Für die Tiefe des Rheins, für die Riesen Fasolt und Fafner, für den Zwerg Alberich, muss man – und alle großen Regisseure bis zum legendären Ring-Zyklus von Patrice Chereau in Bayreuth – haben es getan – Bilder erfinden: denn alle Personen bei Wagner sind als Götter, Zwerge und Riesen keine Menschen, sondern Ideen, allenfalls Triebverkörperungen. Esterházy baut daraus auf der Stelle eine realistische Kleinbürger- oder Bauerngesellschaft aus Menschen, die sich belauern, bekriegen, sich Beine stellen, Korruption, Ausbeutung und Mord betreiben, alles im abgedunkelten Bauernhaus mit vielen Zimmern dank des ausgeklügelten Einsatzes der Drehbühne. Die quirlige Konversationsebene lässt Esterházy genauso zu wie ein ausgeprägtes, zum Teil komisches Zaubertheater.
Alberich, der kleine Mann von unten, sitzt im Vorspiel zunächst mal auf dem Klo. Dann sind die Rheintöchter in einer Waschküche zu sehen, Wotan sitzt im Ehebett mit seiner Frau Fricka, die später an einem endlos langen Schal in Regenbogenfarben strickt. Dann entfaltet sich in der bürgerlichen Bauernstube die Tragödie und gleichermaßen Komödie: die „Baulöwen“ Fafner und Fasolt verlangen ihren Lohn für den Bau von Walhall, Alberich als fett gewordener Unternehmer beutet die Arbeiter in Nibelheim aus – krass und realistisch lässt Vestmann die Ambosse erklingen, Alberich verwandelt sich in eine Kröte, der intellektuelle Loge als agiles Element der Zerstörung wuselt durch die Szenen, Wotan schlägt Alberich den Unterarm ab, an dessen Finger der Goldring hängt, Urmutter Erda warnt Wotan vorm Besitz des Goldes. Alles bleibt bei Esterházy im Rahmen von Menschen, die mehr oder weniger ihr Unwesen mit anderen betreiben. Das ist sehr deutlich – im Herbst 1848 hatte Wagner, so der Schauspieler Eduard Devrient, „wieder große sozialistische Rosinen im Kopf“– und wohltuend vermeidet Esterházy eine bedeutungsschwangere Interpretation, die ihrerseits wiederum interpretationsbedürftig wäre.

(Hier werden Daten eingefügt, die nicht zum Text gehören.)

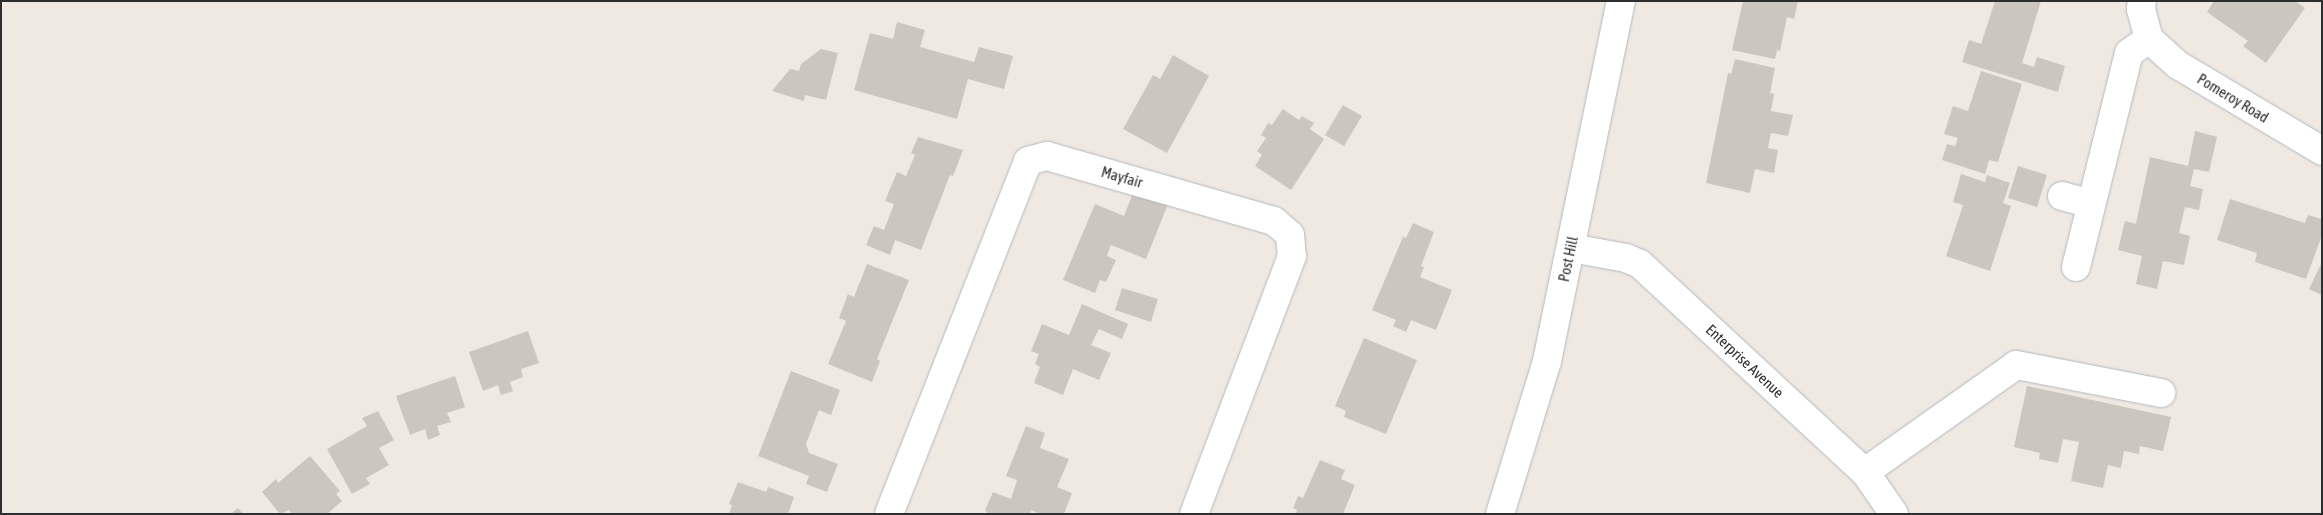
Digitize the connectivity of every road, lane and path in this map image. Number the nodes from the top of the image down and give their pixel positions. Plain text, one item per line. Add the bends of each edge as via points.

Große SängerInnenleistungen waren zu bewundern und allein die lohnen eine Reise: als Gäste Johannes Schwärsky, ein intensiver und dämonischer Alberich, Timothey Oliver als smarter und agiler Loge und Ann-Beth Solvang als beschwörende Erda. Doch das Ensemble hielt glänzend mit: Daniel Moon als Wotan, Melanie Lang als Fricka und Sarah Tuttle als Freia, Randall Jacobsh und Ill-Hoon Choung als Fasolt und Fafner. Wagner an kleinen Bühnen? Ja natürlich!